What is expected. Without altering a single word, repeat the records that follow.

Task material.
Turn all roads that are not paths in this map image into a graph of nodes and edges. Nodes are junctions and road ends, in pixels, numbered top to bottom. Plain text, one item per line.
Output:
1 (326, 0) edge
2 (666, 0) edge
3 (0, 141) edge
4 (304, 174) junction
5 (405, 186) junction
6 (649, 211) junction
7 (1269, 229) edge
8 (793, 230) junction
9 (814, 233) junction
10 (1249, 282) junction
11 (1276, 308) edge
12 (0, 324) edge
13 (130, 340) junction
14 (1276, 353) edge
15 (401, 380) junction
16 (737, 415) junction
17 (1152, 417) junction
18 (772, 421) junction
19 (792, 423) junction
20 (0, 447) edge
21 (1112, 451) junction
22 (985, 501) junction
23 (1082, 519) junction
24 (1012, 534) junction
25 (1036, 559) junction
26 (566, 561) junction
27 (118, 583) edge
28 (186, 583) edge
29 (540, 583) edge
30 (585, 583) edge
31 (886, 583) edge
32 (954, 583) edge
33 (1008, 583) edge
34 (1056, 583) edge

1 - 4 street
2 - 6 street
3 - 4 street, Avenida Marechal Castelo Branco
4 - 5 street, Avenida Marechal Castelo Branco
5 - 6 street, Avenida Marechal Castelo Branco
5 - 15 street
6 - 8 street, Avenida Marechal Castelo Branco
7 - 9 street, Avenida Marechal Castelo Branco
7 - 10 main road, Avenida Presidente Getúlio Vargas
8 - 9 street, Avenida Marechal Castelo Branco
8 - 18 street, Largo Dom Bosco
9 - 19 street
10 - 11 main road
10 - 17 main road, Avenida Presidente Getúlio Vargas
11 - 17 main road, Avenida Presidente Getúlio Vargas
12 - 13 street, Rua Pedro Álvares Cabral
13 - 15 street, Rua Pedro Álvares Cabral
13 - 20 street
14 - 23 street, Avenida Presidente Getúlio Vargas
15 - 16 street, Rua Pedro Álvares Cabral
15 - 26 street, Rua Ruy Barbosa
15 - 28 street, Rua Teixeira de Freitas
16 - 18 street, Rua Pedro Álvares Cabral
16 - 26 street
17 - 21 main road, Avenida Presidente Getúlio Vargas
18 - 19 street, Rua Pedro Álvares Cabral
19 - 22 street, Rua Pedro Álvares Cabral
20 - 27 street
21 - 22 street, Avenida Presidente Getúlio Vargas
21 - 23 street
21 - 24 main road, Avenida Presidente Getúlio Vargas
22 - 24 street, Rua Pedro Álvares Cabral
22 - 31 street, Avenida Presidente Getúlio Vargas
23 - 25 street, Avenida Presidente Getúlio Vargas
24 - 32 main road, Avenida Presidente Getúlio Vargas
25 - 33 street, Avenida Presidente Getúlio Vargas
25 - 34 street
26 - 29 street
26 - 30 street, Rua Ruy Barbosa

Your solution.
Turn all roads that are not paths in this map image into a graph of nodes and edges. Nodes are junctions and road ends, in pixels, numbered top to bottom. Plain text, one item per line.
Output:
1 (326, 0) edge
2 (666, 0) edge
3 (0, 141) edge
4 (304, 174) junction
5 (405, 186) junction
6 (649, 211) junction
7 (1269, 229) edge
8 (793, 230) junction
9 (814, 233) junction
10 (1249, 282) junction
11 (1276, 308) edge
12 (0, 324) edge
13 (130, 340) junction
14 (1276, 353) edge
15 (401, 380) junction
16 (737, 415) junction
17 (1152, 417) junction
18 (772, 421) junction
19 (792, 423) junction
20 (0, 447) edge
21 (1112, 451) junction
22 (985, 501) junction
23 (1082, 519) junction
24 (1012, 534) junction
25 (1036, 559) junction
26 (566, 561) junction
27 (118, 583) edge
28 (186, 583) edge
29 (540, 583) edge
30 (585, 583) edge
31 (886, 583) edge
32 (954, 583) edge
33 (1008, 583) edge
34 (1056, 583) edge

1 - 4 street
2 - 6 street
3 - 4 street, Avenida Marechal Castelo Branco
4 - 5 street, Avenida Marechal Castelo Branco
5 - 6 street, Avenida Marechal Castelo Branco
5 - 15 street
6 - 8 street, Avenida Marechal Castelo Branco
7 - 9 street, Avenida Marechal Castelo Branco
7 - 10 main road, Avenida Presidente Getúlio Vargas
8 - 9 street, Avenida Marechal Castelo Branco
8 - 18 street, Largo Dom Bosco
9 - 19 street
10 - 11 main road
10 - 17 main road, Avenida Presidente Getúlio Vargas
11 - 17 main road, Avenida Presidente Getúlio Vargas
12 - 13 street, Rua Pedro Álvares Cabral
13 - 15 street, Rua Pedro Álvares Cabral
13 - 20 street
14 - 23 street, Avenida Presidente Getúlio Vargas
15 - 16 street, Rua Pedro Álvares Cabral
15 - 26 street, Rua Ruy Barbosa
15 - 28 street, Rua Teixeira de Freitas
16 - 18 street, Rua Pedro Álvares Cabral
16 - 26 street
17 - 21 main road, Avenida Presidente Getúlio Vargas
18 - 19 street, Rua Pedro Álvares Cabral
19 - 22 street, Rua Pedro Álvares Cabral
20 - 27 street
21 - 22 street, Avenida Presidente Getúlio Vargas
21 - 23 street
21 - 24 main road, Avenida Presidente Getúlio Vargas
22 - 24 street, Rua Pedro Álvares Cabral
22 - 31 street, Avenida Presidente Getúlio Vargas
23 - 25 street, Avenida Presidente Getúlio Vargas
24 - 32 main road, Avenida Presidente Getúlio Vargas
25 - 33 street, Avenida Presidente Getúlio Vargas
25 - 34 street
26 - 29 street
26 - 30 street, Rua Ruy Barbosa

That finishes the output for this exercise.